Viz@UBC Guest Speakers: Bettina Speckmann and Yang Wang
Title: Necklaces and flows: algorithms for automated cartography
Speaker: Bettina Speckmann
Abstract: The field of cartography is concerned with the design of high-quality cartographic products, most often, maps. Computer science has had a large impact on cartography, initially via software that allows the cartographer to manipulate electronic maps and nowadays also via sophisticated computer procedures - algorithms - that can perform many of the tasks originally executed by cartographers. Although the most commonly used maps are road maps and topographic maps, special purpose maps exist for conveying targeted information. Such maps usually focus on a single theme and visualize such diverse topics as the gross domestic product per country, the effects of pollution on the water quality, or the migration patterns of animals. Maps for these examples can be found, respectively, in newspapers, infrastructural reports, and biological studies. In this presentation I will describe algorithms that automatically create two types of special purpose maps: necklace maps and flow maps.

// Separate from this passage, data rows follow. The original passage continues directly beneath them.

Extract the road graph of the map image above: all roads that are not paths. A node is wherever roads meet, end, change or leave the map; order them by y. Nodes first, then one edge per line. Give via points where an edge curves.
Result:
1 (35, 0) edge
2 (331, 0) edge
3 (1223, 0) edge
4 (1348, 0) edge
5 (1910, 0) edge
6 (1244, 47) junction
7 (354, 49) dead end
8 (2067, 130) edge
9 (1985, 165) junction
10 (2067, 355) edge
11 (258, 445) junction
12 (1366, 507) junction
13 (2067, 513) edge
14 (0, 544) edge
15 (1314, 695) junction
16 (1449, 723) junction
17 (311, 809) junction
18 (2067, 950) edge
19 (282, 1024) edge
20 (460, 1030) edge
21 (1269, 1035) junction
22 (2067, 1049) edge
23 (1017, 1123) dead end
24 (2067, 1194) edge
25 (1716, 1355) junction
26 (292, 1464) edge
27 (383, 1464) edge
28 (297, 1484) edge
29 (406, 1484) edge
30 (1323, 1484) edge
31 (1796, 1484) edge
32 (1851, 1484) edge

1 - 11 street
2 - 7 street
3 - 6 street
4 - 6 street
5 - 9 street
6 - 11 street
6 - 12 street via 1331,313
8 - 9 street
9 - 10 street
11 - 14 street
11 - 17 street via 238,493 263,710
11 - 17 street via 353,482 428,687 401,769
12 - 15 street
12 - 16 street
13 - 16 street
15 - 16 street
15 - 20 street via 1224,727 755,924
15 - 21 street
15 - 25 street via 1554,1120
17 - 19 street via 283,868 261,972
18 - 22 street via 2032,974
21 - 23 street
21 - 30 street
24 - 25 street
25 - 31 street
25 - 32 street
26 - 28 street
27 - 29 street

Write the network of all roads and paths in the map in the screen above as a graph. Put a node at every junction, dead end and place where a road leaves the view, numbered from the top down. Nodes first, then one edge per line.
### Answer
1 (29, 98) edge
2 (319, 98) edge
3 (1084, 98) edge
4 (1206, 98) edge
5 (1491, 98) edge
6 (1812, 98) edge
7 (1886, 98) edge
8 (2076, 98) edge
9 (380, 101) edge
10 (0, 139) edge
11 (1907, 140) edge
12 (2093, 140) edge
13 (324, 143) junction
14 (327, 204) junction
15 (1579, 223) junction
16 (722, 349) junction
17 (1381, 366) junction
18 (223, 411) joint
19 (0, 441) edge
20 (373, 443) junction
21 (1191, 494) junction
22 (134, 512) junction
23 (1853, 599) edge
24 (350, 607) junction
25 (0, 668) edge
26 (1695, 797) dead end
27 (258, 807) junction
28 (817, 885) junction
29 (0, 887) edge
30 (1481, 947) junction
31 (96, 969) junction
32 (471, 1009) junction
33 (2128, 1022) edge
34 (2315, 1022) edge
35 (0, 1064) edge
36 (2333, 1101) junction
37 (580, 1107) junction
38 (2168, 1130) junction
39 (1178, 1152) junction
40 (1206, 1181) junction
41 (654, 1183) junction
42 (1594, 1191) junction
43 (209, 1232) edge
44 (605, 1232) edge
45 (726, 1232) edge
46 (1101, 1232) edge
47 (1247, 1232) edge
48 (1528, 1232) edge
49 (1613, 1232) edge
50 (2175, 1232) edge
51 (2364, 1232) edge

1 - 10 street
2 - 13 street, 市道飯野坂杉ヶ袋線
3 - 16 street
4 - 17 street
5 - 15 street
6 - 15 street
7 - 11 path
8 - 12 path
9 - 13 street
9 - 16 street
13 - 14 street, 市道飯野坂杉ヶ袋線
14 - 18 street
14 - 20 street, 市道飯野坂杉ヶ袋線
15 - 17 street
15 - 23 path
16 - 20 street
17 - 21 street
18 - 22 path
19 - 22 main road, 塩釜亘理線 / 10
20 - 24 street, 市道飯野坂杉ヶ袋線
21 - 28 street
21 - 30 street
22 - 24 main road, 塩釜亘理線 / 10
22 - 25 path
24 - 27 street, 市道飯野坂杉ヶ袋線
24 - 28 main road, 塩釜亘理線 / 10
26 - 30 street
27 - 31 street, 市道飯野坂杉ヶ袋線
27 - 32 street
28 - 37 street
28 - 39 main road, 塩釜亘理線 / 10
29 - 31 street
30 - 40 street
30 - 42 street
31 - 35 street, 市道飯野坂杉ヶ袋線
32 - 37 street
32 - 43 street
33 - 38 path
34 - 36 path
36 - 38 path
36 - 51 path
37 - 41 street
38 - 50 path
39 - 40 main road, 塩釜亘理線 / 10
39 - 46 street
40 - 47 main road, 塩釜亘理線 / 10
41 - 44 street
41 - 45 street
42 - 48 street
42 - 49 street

Bio: Bettina Speckmann heads the Applied Geometric Algorithms (AGA) group at the Department of Mathematics and Computer Science of TU Eindhoven (the Netherlands). Motivated by applications in GIScience and Smart Mobility, geo-visualization, visual analytics, and e-Humanities, AGA frequently combines the rigorous methods from algorithmic research with efficient engineering to achieve results of both theoretical and practical significance. Bettina received her PhD from the University of British Columbia (Canada) in 2001. Afterwards she spent two years as a postdoc at the Institute for Theoretical Computer Science of ETH Zurich (Switzerland) before joining TU Eindhoven in 2003. Bettina was a member of both the Young Academy of the Royal Netherlands Academy of Arts and Sciences (2010--2015) and of the Global Young Academy (2011--2016). In 2011 she won the first Netherlands Prize for ICT Research. Bettina served as PC (co-)chair of several high-ranking international conferences: the 19th International Symposium on Graph Drawing (2011), the 42nd International Colloquium on Automata, Languages, and Programming -- Track A (2015), and the 34th International Symposium on Computational Geometry (2018). Since 2018 Bettina is a member of the Computational Geometry Steering Committee.
Title: Architecting Visualizations at Scale
Speaker: Yang Wang
Abstract: The advancement of almost every modern domain depends on data. Companies and organizations invest heavily in data infrastructure; however, unless they can effectively distill the insights, the investment is a sunk cost. Visualization, as a practical means to interfacing human knowledge and data to drive decisions, has gained immense popularity in the industry. Nonetheless, it is still nontrivial for practitioners to quickly create actionable visualizations with data at scale. In this talk, we present our exploration of architecting visualization applications at Uber. We start by introducing the “primitive-instancing-layering” paradigm - a viable solution to scaling the visualization design and development, followed by some real-world applications range from geospatial analysis, autonomous vehicles, graph (network) analysis, to machine learning visualizations. In the course of the introduction, we hope that the audience can grasp the gist of architecting data-intensity visualization applications and be acquainted with the building blocks to jump-start their future projects.
Bio: Yang Wang is a Sr. Research Engineer leading the Machine Learning and Experimentation Platform teams at Uber. His research interests lie in Human-Computer Interaction and High-Performance Computing. Specifically, methodologies of modeling visualization-aided decision-making processes. At Uber, Yang and the team build Machine Learning and Visualization infrastructures, publish & tech-transfer research papers, and work across business units to help Data Scientists, Engineers, and City-Ops accelerate their decision-making process.